[Start of Attachment]

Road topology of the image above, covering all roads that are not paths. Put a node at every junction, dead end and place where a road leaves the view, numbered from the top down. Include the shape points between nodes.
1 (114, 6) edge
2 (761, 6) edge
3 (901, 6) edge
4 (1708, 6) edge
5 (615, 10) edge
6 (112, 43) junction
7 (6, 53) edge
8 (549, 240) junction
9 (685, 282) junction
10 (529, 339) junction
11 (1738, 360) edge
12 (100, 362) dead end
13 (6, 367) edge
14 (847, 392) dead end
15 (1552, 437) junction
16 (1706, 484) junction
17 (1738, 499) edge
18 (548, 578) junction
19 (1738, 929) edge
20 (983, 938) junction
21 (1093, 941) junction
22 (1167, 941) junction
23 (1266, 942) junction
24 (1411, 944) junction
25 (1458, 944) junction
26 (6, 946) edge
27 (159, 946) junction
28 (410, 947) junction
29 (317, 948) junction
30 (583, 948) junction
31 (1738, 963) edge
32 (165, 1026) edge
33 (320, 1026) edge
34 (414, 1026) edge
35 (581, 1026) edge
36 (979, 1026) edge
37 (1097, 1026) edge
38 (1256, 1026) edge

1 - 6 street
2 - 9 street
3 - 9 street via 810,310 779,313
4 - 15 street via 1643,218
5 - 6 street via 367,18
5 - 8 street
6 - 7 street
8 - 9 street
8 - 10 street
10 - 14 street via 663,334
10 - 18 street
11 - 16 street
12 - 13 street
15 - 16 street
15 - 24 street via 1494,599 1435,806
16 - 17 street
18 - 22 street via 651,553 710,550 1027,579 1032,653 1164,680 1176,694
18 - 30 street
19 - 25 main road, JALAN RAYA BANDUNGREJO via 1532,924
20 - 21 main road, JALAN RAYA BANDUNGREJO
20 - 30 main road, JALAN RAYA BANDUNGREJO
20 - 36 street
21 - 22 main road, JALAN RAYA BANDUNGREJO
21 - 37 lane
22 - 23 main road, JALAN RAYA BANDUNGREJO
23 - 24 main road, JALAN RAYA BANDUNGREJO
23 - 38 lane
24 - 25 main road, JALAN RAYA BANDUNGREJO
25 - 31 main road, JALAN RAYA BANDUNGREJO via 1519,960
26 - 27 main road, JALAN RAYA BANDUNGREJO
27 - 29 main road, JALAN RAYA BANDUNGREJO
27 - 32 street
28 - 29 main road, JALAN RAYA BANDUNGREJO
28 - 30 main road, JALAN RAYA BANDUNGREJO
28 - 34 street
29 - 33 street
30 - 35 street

[End of Attachment]

* Your assignment: All of the entries must be written out exactly as they stand.

* Solution to this exercise:
Road topology of the image above, covering all roads that are not paths. Put a node at every junction, dead end and place where a road leaves the view, numbered from the top down. Include the shape points between nodes.
1 (114, 6) edge
2 (761, 6) edge
3 (901, 6) edge
4 (1708, 6) edge
5 (615, 10) edge
6 (112, 43) junction
7 (6, 53) edge
8 (549, 240) junction
9 (685, 282) junction
10 (529, 339) junction
11 (1738, 360) edge
12 (100, 362) dead end
13 (6, 367) edge
14 (847, 392) dead end
15 (1552, 437) junction
16 (1706, 484) junction
17 (1738, 499) edge
18 (548, 578) junction
19 (1738, 929) edge
20 (983, 938) junction
21 (1093, 941) junction
22 (1167, 941) junction
23 (1266, 942) junction
24 (1411, 944) junction
25 (1458, 944) junction
26 (6, 946) edge
27 (159, 946) junction
28 (410, 947) junction
29 (317, 948) junction
30 (583, 948) junction
31 (1738, 963) edge
32 (165, 1026) edge
33 (320, 1026) edge
34 (414, 1026) edge
35 (581, 1026) edge
36 (979, 1026) edge
37 (1097, 1026) edge
38 (1256, 1026) edge

1 - 6 street
2 - 9 street
3 - 9 street via 810,310 779,313
4 - 15 street via 1643,218
5 - 6 street via 367,18
5 - 8 street
6 - 7 street
8 - 9 street
8 - 10 street
10 - 14 street via 663,334
10 - 18 street
11 - 16 street
12 - 13 street
15 - 16 street
15 - 24 street via 1494,599 1435,806
16 - 17 street
18 - 22 street via 651,553 710,550 1027,579 1032,653 1164,680 1176,694
18 - 30 street
19 - 25 main road, JALAN RAYA BANDUNGREJO via 1532,924
20 - 21 main road, JALAN RAYA BANDUNGREJO
20 - 30 main road, JALAN RAYA BANDUNGREJO
20 - 36 street
21 - 22 main road, JALAN RAYA BANDUNGREJO
21 - 37 lane
22 - 23 main road, JALAN RAYA BANDUNGREJO
23 - 24 main road, JALAN RAYA BANDUNGREJO
23 - 38 lane
24 - 25 main road, JALAN RAYA BANDUNGREJO
25 - 31 main road, JALAN RAYA BANDUNGREJO via 1519,960
26 - 27 main road, JALAN RAYA BANDUNGREJO
27 - 29 main road, JALAN RAYA BANDUNGREJO
27 - 32 street
28 - 29 main road, JALAN RAYA BANDUNGREJO
28 - 30 main road, JALAN RAYA BANDUNGREJO
28 - 34 street
29 - 33 street
30 - 35 street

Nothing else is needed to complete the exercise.